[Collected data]
* * * *
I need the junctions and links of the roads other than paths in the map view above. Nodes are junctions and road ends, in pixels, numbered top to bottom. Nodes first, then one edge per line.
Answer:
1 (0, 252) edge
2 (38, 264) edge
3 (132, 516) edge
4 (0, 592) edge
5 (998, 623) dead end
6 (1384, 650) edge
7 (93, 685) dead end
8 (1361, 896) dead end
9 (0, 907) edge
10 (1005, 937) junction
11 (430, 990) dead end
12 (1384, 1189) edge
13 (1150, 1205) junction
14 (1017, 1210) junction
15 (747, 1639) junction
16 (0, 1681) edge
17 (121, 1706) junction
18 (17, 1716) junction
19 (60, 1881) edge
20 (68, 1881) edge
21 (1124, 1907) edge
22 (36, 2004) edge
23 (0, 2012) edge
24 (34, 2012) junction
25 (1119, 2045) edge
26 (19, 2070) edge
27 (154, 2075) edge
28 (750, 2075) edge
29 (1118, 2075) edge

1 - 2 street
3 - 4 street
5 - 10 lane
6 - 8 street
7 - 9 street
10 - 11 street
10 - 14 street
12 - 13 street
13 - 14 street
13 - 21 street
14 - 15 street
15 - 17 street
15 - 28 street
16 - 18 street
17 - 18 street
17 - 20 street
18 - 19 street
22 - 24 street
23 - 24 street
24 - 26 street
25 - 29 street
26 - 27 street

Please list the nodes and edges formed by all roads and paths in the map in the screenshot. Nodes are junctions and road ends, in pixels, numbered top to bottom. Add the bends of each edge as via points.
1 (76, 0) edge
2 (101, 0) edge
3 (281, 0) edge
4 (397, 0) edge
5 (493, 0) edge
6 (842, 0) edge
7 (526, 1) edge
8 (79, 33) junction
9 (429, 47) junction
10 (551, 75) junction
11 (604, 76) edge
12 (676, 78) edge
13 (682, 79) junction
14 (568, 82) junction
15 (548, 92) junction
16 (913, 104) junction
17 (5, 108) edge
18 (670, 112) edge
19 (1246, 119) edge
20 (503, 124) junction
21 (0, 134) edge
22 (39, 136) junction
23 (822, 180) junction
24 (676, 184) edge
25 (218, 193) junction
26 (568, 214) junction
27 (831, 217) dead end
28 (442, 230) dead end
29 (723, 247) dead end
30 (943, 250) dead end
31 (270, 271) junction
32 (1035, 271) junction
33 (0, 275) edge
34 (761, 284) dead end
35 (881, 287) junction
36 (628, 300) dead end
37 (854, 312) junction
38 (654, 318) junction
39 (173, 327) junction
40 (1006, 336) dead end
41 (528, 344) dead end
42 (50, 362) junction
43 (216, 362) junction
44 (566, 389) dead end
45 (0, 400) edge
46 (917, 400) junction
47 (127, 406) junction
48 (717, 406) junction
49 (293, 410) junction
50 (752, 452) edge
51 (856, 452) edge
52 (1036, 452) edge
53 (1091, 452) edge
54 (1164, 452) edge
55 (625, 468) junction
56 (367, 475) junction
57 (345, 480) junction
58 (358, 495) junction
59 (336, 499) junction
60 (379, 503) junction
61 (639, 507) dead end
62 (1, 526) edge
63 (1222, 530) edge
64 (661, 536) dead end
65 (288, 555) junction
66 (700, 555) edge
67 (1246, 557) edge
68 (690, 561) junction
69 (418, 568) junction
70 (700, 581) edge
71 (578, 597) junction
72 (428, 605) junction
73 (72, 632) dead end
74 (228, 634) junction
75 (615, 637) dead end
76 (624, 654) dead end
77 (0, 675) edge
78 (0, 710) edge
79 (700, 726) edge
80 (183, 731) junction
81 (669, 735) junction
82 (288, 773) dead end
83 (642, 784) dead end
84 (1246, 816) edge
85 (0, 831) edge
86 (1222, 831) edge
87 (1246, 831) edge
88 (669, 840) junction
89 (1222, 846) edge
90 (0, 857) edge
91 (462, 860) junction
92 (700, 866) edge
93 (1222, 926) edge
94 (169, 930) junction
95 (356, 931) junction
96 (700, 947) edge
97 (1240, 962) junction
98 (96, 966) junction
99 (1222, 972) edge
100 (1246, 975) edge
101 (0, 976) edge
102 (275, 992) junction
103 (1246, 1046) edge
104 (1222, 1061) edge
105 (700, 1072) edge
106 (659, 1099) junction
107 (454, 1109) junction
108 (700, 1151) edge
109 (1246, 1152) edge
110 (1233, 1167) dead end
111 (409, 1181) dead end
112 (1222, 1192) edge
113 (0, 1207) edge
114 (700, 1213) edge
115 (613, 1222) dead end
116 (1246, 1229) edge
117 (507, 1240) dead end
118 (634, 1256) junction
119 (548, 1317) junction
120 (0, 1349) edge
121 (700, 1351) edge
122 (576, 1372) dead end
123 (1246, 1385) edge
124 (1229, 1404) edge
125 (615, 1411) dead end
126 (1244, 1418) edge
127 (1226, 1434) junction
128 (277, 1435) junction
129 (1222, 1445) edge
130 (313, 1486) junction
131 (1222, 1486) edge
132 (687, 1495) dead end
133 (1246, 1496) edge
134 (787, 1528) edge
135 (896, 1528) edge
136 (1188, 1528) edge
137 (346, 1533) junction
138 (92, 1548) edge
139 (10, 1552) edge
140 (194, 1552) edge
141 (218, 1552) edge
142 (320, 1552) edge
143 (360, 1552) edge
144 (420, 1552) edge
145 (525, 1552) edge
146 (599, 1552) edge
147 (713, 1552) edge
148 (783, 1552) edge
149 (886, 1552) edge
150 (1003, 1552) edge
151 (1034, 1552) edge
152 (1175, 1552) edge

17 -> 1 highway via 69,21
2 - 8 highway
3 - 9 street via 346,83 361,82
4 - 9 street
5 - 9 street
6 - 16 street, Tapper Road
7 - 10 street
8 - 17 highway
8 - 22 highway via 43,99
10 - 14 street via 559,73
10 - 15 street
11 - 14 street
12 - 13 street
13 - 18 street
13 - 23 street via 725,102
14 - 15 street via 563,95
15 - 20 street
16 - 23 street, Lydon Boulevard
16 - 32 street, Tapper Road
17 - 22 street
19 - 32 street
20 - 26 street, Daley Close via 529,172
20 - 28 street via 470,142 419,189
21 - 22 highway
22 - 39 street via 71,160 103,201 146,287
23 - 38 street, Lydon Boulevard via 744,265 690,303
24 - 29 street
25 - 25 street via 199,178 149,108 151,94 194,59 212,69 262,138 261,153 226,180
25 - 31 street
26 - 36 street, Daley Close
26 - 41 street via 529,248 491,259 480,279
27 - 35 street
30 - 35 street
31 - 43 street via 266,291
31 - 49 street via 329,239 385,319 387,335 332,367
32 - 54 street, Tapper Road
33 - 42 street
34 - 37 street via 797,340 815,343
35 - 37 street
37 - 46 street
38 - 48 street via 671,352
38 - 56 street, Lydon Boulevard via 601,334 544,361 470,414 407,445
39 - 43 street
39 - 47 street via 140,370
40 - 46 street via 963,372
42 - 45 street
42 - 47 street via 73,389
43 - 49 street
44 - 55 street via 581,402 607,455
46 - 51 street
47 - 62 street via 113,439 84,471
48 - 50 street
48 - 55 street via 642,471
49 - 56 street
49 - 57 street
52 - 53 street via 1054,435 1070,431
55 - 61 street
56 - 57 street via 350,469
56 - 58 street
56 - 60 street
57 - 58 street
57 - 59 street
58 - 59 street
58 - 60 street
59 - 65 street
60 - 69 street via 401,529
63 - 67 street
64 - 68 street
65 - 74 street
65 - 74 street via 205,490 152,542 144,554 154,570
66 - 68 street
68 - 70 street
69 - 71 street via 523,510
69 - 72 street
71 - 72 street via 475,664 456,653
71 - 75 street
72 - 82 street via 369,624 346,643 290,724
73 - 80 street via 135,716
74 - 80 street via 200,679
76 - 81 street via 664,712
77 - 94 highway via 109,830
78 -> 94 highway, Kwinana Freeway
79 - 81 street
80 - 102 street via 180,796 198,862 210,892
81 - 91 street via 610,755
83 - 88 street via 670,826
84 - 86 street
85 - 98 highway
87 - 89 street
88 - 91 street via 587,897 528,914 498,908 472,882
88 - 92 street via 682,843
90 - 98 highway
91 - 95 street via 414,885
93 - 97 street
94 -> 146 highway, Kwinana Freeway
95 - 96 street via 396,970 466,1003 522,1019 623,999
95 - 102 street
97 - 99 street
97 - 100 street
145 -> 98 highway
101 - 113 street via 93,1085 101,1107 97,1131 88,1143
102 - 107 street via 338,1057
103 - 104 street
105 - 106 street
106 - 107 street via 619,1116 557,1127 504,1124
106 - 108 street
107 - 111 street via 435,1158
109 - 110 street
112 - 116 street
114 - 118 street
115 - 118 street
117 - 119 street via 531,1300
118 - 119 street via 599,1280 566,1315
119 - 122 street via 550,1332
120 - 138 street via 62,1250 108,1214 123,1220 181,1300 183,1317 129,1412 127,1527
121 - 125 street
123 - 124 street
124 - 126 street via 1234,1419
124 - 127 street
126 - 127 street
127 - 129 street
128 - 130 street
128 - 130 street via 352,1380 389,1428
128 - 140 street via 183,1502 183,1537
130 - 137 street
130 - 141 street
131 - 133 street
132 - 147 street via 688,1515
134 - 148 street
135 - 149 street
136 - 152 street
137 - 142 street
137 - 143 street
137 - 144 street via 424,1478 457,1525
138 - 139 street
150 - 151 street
* * * *
ACTIVITY:
Return the total of lines in these records that hold "ends", without any other words.

TASK OUTPUT:
2